Satellites used to detect sulphur aerosols are designed to focus their measurements so that they don't extend deeper into the atmosphere than about 15 kilometres above the ground - at the level of the tropopause, where the troposphere ends and the stratosphere begins. This avoids the problem of data contamination, since extending readings lower than that would also pick up the tiny, reflective water droplets in clouds too. Since the satellite orbits at about the same height around the planet, maintaining this constant focus is easy. 

However, the depth of the atmosphere, and thus the height of the tropopause, isn't uniform all over the world. Since warmer air takes up more space than cooler air, the atmosphere is deeper near the equator than at the poles.

Thus, while the tropopause near the equator is at that 15 km height, but it's located at around 10 kilometres above the ground near the poles. So, by keeping measurements above 15 kilometres, to avoid all the clouds in the tropics, the satellites are also missing any aerosols that may be between 10 and 15 km above the surface at higher latitudes.

To solve this problem and fill in the gaps, MIT climate scientist David Ridley and his colleagues turned to data from other sources.

Fortunately, since these aerosols are just as reflective to other forms of short-wave radiation as they are to sunlight, this allowed them to use ground-based LIDAR (Light Detection and Ranging, like RADAR with lasers) to detect their concentrations in the lower levels of the stratosphere that were being missed, and then verify their readings using satellites, instruments carried aloft by balloons, and AERONET (AErosol RObotic NETwork) - a series of instruments positioned all around the world to read the amount of aerosols in the troposphere.

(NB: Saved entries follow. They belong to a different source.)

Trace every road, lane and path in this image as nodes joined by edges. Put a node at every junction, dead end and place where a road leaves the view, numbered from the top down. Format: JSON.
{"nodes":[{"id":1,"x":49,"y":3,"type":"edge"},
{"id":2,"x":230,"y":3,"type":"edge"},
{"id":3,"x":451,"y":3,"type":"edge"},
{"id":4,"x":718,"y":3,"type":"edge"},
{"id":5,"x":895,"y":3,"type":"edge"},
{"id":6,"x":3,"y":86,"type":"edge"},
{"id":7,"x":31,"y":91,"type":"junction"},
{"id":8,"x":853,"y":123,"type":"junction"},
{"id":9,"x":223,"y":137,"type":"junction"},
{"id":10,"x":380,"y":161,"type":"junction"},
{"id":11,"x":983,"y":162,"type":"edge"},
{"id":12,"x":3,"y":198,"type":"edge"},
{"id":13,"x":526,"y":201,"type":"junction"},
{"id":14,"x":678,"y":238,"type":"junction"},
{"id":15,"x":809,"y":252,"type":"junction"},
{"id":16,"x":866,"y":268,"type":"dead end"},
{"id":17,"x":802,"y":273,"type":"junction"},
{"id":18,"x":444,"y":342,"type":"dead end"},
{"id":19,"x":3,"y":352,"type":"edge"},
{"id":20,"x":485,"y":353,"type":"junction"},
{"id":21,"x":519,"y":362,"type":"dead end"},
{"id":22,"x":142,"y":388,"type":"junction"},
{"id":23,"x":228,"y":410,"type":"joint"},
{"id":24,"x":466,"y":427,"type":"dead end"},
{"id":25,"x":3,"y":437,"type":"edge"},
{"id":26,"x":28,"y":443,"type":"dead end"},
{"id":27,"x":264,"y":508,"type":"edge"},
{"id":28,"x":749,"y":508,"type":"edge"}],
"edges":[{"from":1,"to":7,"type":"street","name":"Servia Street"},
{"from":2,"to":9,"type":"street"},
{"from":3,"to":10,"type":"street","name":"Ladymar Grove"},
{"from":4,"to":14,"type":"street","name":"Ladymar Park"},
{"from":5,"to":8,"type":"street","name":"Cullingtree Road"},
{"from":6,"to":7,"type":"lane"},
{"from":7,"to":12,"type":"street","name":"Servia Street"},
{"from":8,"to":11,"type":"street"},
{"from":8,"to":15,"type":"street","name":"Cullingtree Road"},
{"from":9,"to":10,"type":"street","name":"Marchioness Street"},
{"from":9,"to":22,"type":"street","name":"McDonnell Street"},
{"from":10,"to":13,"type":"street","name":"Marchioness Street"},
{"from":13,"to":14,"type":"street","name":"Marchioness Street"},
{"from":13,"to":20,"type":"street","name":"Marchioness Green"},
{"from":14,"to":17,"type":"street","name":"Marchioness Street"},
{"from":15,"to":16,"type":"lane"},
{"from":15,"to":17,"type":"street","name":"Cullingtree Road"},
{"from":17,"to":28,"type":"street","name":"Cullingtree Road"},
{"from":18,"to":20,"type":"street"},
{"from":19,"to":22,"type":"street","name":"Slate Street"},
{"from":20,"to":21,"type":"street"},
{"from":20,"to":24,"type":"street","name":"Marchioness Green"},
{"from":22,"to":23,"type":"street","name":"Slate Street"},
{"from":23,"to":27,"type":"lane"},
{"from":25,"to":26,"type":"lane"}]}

As reported in an article in Science, at one site above Tsukuba, Japan, satellite measurements were apparently only seeing about two-thirds of the total amount of aerosols present, while at another site near Tomsk, Russia, only around half the aerosols were being spotted by satellites. These 'recovered' aerosols may go a long way towards helping us to understand their effect on our weather and climate system, and possibly help explain the apparent 'slow down' in global warming over the past 15 years.

According to a press release from the American Geophysical Union (AGU):

Rutgers University climatologist Alan Robock, who was not involved in the study, cautioned that a system specifically designed to read aerosols in the stratosphere would be needed for better results (as AERONET is designed to read aerosols below the stratosphere), but he still had high praise for the study and its results:

"This is part of the story about what has been driving climate change for the past 15 years," he told the AGU. "It's the best analysis we've had of the effects of a lot of small volcanic eruptions on climate."